_TASK STATEMENT:_
An identical transcription of the records is required.

_AVAILABLE RECORDS:_
※ ※ ※

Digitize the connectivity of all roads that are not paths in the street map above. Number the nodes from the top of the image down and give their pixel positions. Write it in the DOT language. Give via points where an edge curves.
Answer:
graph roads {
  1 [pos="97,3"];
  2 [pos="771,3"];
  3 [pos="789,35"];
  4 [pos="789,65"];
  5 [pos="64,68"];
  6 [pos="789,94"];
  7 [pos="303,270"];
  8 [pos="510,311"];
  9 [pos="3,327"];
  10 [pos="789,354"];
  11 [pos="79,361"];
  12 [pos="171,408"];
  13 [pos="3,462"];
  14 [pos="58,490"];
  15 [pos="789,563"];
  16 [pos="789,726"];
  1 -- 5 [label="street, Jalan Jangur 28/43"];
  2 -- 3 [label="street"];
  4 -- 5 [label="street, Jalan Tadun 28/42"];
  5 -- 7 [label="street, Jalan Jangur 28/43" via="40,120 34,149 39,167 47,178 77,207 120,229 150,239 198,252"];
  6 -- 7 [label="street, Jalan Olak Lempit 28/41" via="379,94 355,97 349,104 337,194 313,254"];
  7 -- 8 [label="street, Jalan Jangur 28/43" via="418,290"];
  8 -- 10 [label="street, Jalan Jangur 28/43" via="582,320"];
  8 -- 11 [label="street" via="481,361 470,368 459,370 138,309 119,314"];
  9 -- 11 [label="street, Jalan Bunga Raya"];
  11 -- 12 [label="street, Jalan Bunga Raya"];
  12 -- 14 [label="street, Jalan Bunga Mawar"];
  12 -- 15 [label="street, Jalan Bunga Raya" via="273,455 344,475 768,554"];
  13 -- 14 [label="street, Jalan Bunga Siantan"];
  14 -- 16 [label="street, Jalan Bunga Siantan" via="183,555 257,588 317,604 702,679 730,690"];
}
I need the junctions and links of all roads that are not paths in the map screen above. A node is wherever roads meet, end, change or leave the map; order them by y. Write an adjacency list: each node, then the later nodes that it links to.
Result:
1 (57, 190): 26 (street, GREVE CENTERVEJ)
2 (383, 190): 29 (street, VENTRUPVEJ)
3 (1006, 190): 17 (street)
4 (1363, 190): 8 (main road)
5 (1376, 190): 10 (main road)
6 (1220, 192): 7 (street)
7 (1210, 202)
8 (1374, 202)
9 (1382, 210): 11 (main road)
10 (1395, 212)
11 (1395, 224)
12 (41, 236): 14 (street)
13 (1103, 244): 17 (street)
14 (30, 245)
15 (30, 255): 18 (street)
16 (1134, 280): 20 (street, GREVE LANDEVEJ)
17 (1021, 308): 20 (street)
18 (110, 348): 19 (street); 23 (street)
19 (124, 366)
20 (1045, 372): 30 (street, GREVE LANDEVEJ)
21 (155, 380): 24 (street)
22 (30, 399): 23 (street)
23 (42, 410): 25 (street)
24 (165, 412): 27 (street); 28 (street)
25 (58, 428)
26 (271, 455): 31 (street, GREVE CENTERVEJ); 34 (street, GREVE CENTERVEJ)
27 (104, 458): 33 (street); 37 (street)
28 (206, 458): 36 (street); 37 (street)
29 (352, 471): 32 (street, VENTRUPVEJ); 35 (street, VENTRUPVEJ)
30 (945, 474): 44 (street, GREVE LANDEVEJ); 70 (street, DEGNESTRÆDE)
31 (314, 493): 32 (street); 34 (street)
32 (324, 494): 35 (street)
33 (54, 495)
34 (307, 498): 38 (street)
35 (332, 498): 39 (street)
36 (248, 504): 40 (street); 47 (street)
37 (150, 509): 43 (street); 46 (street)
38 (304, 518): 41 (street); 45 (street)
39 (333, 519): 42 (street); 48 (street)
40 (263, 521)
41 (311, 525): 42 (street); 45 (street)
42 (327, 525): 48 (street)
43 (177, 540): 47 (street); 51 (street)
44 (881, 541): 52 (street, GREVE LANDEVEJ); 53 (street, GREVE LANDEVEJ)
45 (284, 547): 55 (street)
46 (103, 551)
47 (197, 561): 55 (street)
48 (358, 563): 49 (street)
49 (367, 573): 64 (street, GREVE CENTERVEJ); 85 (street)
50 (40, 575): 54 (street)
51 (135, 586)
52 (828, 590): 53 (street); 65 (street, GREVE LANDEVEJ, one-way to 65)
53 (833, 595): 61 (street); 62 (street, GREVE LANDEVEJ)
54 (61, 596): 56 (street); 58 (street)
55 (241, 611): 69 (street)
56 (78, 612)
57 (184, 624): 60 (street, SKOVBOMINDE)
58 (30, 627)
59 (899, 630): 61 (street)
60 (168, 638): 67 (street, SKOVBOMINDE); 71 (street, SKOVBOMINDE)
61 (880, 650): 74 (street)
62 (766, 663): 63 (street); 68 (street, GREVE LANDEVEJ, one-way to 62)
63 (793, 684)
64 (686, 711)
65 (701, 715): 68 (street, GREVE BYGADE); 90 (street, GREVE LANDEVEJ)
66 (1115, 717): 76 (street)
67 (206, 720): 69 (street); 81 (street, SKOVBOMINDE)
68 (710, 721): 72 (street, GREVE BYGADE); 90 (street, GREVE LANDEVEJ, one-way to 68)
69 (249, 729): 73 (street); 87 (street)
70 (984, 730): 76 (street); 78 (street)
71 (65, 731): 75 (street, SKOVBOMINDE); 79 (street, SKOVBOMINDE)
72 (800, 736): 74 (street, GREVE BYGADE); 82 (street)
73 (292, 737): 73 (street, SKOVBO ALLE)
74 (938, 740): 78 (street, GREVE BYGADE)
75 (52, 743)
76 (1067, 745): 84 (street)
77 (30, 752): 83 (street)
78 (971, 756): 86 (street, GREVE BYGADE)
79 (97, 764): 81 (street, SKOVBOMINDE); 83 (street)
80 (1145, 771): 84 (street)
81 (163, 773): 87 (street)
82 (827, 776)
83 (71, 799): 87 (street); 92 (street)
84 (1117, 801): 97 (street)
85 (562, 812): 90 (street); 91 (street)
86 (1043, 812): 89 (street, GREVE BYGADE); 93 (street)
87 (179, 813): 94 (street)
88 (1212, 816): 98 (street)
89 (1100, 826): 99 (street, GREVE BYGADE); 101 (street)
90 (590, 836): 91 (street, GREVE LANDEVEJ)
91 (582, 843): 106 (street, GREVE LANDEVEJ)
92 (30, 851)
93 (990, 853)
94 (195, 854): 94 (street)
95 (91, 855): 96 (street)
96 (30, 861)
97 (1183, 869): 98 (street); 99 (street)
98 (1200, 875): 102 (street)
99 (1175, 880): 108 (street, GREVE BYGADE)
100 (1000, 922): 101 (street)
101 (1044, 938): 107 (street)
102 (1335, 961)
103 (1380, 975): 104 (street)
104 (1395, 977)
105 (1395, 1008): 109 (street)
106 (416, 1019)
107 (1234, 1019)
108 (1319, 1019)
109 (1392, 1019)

※ ※ ※

_WRITTEN SOLUTION:_
Digitize the connectivity of all roads that are not paths in the street map above. Number the nodes from the top of the image down and give their pixel positions. Write it in the DOT language. Give via points where an edge curves.
Answer:
graph roads {
  1 [pos="97,3"];
  2 [pos="771,3"];
  3 [pos="789,35"];
  4 [pos="789,65"];
  5 [pos="64,68"];
  6 [pos="789,94"];
  7 [pos="303,270"];
  8 [pos="510,311"];
  9 [pos="3,327"];
  10 [pos="789,354"];
  11 [pos="79,361"];
  12 [pos="171,408"];
  13 [pos="3,462"];
  14 [pos="58,490"];
  15 [pos="789,563"];
  16 [pos="789,726"];
  1 -- 5 [label="street, Jalan Jangur 28/43"];
  2 -- 3 [label="street"];
  4 -- 5 [label="street, Jalan Tadun 28/42"];
  5 -- 7 [label="street, Jalan Jangur 28/43" via="40,120 34,149 39,167 47,178 77,207 120,229 150,239 198,252"];
  6 -- 7 [label="street, Jalan Olak Lempit 28/41" via="379,94 355,97 349,104 337,194 313,254"];
  7 -- 8 [label="street, Jalan Jangur 28/43" via="418,290"];
  8 -- 10 [label="street, Jalan Jangur 28/43" via="582,320"];
  8 -- 11 [label="street" via="481,361 470,368 459,370 138,309 119,314"];
  9 -- 11 [label="street, Jalan Bunga Raya"];
  11 -- 12 [label="street, Jalan Bunga Raya"];
  12 -- 14 [label="street, Jalan Bunga Mawar"];
  12 -- 15 [label="street, Jalan Bunga Raya" via="273,455 344,475 768,554"];
  13 -- 14 [label="street, Jalan Bunga Siantan"];
  14 -- 16 [label="street, Jalan Bunga Siantan" via="183,555 257,588 317,604 702,679 730,690"];
}
I need the junctions and links of all roads that are not paths in the map screen above. A node is wherever roads meet, end, change or leave the map; order them by y. Write an adjacency list: each node, then the later nodes that it links to.
Result:
1 (57, 190): 26 (street, GREVE CENTERVEJ)
2 (383, 190): 29 (street, VENTRUPVEJ)
3 (1006, 190): 17 (street)
4 (1363, 190): 8 (main road)
5 (1376, 190): 10 (main road)
6 (1220, 192): 7 (street)
7 (1210, 202)
8 (1374, 202)
9 (1382, 210): 11 (main road)
10 (1395, 212)
11 (1395, 224)
12 (41, 236): 14 (street)
13 (1103, 244): 17 (street)
14 (30, 245)
15 (30, 255): 18 (street)
16 (1134, 280): 20 (street, GREVE LANDEVEJ)
17 (1021, 308): 20 (street)
18 (110, 348): 19 (street); 23 (street)
19 (124, 366)
20 (1045, 372): 30 (street, GREVE LANDEVEJ)
21 (155, 380): 24 (street)
22 (30, 399): 23 (street)
23 (42, 410): 25 (street)
24 (165, 412): 27 (street); 28 (street)
25 (58, 428)
26 (271, 455): 31 (street, GREVE CENTERVEJ); 34 (street, GREVE CENTERVEJ)
27 (104, 458): 33 (street); 37 (street)
28 (206, 458): 36 (street); 37 (street)
29 (352, 471): 32 (street, VENTRUPVEJ); 35 (street, VENTRUPVEJ)
30 (945, 474): 44 (street, GREVE LANDEVEJ); 70 (street, DEGNESTRÆDE)
31 (314, 493): 32 (street); 34 (street)
32 (324, 494): 35 (street)
33 (54, 495)
34 (307, 498): 38 (street)
35 (332, 498): 39 (street)
36 (248, 504): 40 (street); 47 (street)
37 (150, 509): 43 (street); 46 (street)
38 (304, 518): 41 (street); 45 (street)
39 (333, 519): 42 (street); 48 (street)
40 (263, 521)
41 (311, 525): 42 (street); 45 (street)
42 (327, 525): 48 (street)
43 (177, 540): 47 (street); 51 (street)
44 (881, 541): 52 (street, GREVE LANDEVEJ); 53 (street, GREVE LANDEVEJ)
45 (284, 547): 55 (street)
46 (103, 551)
47 (197, 561): 55 (street)
48 (358, 563): 49 (street)
49 (367, 573): 64 (street, GREVE CENTERVEJ); 85 (street)
50 (40, 575): 54 (street)
51 (135, 586)
52 (828, 590): 53 (street); 65 (street, GREVE LANDEVEJ, one-way to 65)
53 (833, 595): 61 (street); 62 (street, GREVE LANDEVEJ)
54 (61, 596): 56 (street); 58 (street)
55 (241, 611): 69 (street)
56 (78, 612)
57 (184, 624): 60 (street, SKOVBOMINDE)
58 (30, 627)
59 (899, 630): 61 (street)
60 (168, 638): 67 (street, SKOVBOMINDE); 71 (street, SKOVBOMINDE)
61 (880, 650): 74 (street)
62 (766, 663): 63 (street); 68 (street, GREVE LANDEVEJ, one-way to 62)
63 (793, 684)
64 (686, 711)
65 (701, 715): 68 (street, GREVE BYGADE); 90 (street, GREVE LANDEVEJ)
66 (1115, 717): 76 (street)
67 (206, 720): 69 (street); 81 (street, SKOVBOMINDE)
68 (710, 721): 72 (street, GREVE BYGADE); 90 (street, GREVE LANDEVEJ, one-way to 68)
69 (249, 729): 73 (street); 87 (street)
70 (984, 730): 76 (street); 78 (street)
71 (65, 731): 75 (street, SKOVBOMINDE); 79 (street, SKOVBOMINDE)
72 (800, 736): 74 (street, GREVE BYGADE); 82 (street)
73 (292, 737): 73 (street, SKOVBO ALLE)
74 (938, 740): 78 (street, GREVE BYGADE)
75 (52, 743)
76 (1067, 745): 84 (street)
77 (30, 752): 83 (street)
78 (971, 756): 86 (street, GREVE BYGADE)
79 (97, 764): 81 (street, SKOVBOMINDE); 83 (street)
80 (1145, 771): 84 (street)
81 (163, 773): 87 (street)
82 (827, 776)
83 (71, 799): 87 (street); 92 (street)
84 (1117, 801): 97 (street)
85 (562, 812): 90 (street); 91 (street)
86 (1043, 812): 89 (street, GREVE BYGADE); 93 (street)
87 (179, 813): 94 (street)
88 (1212, 816): 98 (street)
89 (1100, 826): 99 (street, GREVE BYGADE); 101 (street)
90 (590, 836): 91 (street, GREVE LANDEVEJ)
91 (582, 843): 106 (street, GREVE LANDEVEJ)
92 (30, 851)
93 (990, 853)
94 (195, 854): 94 (street)
95 (91, 855): 96 (street)
96 (30, 861)
97 (1183, 869): 98 (street); 99 (street)
98 (1200, 875): 102 (street)
99 (1175, 880): 108 (street, GREVE BYGADE)
100 (1000, 922): 101 (street)
101 (1044, 938): 107 (street)
102 (1335, 961)
103 (1380, 975): 104 (street)
104 (1395, 977)
105 (1395, 1008): 109 (street)
106 (416, 1019)
107 (1234, 1019)
108 (1319, 1019)
109 (1392, 1019)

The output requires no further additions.